┌──
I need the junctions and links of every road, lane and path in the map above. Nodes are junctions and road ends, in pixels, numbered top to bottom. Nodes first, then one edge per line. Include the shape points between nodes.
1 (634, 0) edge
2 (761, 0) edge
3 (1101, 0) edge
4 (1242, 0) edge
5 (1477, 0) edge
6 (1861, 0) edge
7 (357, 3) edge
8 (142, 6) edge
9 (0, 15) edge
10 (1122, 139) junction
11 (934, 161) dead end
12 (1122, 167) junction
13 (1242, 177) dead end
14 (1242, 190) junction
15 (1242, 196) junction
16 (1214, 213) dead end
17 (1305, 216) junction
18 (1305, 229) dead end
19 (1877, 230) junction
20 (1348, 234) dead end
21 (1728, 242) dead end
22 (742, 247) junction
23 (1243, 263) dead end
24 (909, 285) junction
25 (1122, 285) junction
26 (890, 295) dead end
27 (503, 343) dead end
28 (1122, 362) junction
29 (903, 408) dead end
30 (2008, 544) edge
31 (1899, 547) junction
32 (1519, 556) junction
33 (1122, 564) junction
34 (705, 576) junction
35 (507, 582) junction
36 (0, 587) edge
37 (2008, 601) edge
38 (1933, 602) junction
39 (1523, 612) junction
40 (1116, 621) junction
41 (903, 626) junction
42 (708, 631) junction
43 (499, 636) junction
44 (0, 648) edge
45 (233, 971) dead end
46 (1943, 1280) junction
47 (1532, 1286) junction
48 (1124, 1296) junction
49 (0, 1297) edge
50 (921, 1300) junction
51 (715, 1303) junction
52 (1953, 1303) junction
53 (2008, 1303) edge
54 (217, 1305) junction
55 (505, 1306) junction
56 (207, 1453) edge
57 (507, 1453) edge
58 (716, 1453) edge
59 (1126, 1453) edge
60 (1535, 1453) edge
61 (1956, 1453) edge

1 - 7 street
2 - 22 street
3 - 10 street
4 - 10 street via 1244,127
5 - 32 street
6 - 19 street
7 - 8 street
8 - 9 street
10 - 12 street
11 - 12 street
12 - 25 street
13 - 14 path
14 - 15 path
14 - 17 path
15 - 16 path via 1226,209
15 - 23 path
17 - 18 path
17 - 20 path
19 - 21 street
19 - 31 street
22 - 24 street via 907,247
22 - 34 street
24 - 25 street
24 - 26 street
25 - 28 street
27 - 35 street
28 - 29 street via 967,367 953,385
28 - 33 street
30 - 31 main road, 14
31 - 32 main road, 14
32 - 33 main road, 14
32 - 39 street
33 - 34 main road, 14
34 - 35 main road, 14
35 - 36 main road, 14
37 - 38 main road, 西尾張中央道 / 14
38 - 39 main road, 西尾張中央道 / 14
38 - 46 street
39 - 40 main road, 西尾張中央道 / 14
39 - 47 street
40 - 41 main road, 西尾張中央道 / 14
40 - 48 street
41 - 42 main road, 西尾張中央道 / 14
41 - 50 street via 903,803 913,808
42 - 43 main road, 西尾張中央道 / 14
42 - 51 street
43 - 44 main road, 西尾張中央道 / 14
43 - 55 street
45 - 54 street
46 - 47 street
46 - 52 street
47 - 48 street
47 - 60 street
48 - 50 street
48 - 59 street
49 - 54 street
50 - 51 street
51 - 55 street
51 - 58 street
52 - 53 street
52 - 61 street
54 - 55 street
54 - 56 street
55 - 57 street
└──
Required work: Print all of the lines above so that each one matches its original exactly.

Answer section:
I need the junctions and links of every road, lane and path in the map above. Nodes are junctions and road ends, in pixels, numbered top to bottom. Nodes first, then one edge per line. Include the shape points between nodes.
1 (634, 0) edge
2 (761, 0) edge
3 (1101, 0) edge
4 (1242, 0) edge
5 (1477, 0) edge
6 (1861, 0) edge
7 (357, 3) edge
8 (142, 6) edge
9 (0, 15) edge
10 (1122, 139) junction
11 (934, 161) dead end
12 (1122, 167) junction
13 (1242, 177) dead end
14 (1242, 190) junction
15 (1242, 196) junction
16 (1214, 213) dead end
17 (1305, 216) junction
18 (1305, 229) dead end
19 (1877, 230) junction
20 (1348, 234) dead end
21 (1728, 242) dead end
22 (742, 247) junction
23 (1243, 263) dead end
24 (909, 285) junction
25 (1122, 285) junction
26 (890, 295) dead end
27 (503, 343) dead end
28 (1122, 362) junction
29 (903, 408) dead end
30 (2008, 544) edge
31 (1899, 547) junction
32 (1519, 556) junction
33 (1122, 564) junction
34 (705, 576) junction
35 (507, 582) junction
36 (0, 587) edge
37 (2008, 601) edge
38 (1933, 602) junction
39 (1523, 612) junction
40 (1116, 621) junction
41 (903, 626) junction
42 (708, 631) junction
43 (499, 636) junction
44 (0, 648) edge
45 (233, 971) dead end
46 (1943, 1280) junction
47 (1532, 1286) junction
48 (1124, 1296) junction
49 (0, 1297) edge
50 (921, 1300) junction
51 (715, 1303) junction
52 (1953, 1303) junction
53 (2008, 1303) edge
54 (217, 1305) junction
55 (505, 1306) junction
56 (207, 1453) edge
57 (507, 1453) edge
58 (716, 1453) edge
59 (1126, 1453) edge
60 (1535, 1453) edge
61 (1956, 1453) edge

1 - 7 street
2 - 22 street
3 - 10 street
4 - 10 street via 1244,127
5 - 32 street
6 - 19 street
7 - 8 street
8 - 9 street
10 - 12 street
11 - 12 street
12 - 25 street
13 - 14 path
14 - 15 path
14 - 17 path
15 - 16 path via 1226,209
15 - 23 path
17 - 18 path
17 - 20 path
19 - 21 street
19 - 31 street
22 - 24 street via 907,247
22 - 34 street
24 - 25 street
24 - 26 street
25 - 28 street
27 - 35 street
28 - 29 street via 967,367 953,385
28 - 33 street
30 - 31 main road, 14
31 - 32 main road, 14
32 - 33 main road, 14
32 - 39 street
33 - 34 main road, 14
34 - 35 main road, 14
35 - 36 main road, 14
37 - 38 main road, 西尾張中央道 / 14
38 - 39 main road, 西尾張中央道 / 14
38 - 46 street
39 - 40 main road, 西尾張中央道 / 14
39 - 47 street
40 - 41 main road, 西尾張中央道 / 14
40 - 48 street
41 - 42 main road, 西尾張中央道 / 14
41 - 50 street via 903,803 913,808
42 - 43 main road, 西尾張中央道 / 14
42 - 51 street
43 - 44 main road, 西尾張中央道 / 14
43 - 55 street
45 - 54 street
46 - 47 street
46 - 52 street
47 - 48 street
47 - 60 street
48 - 50 street
48 - 59 street
49 - 54 street
50 - 51 street
51 - 55 street
51 - 58 street
52 - 53 street
52 - 61 street
54 - 55 street
54 - 56 street
55 - 57 street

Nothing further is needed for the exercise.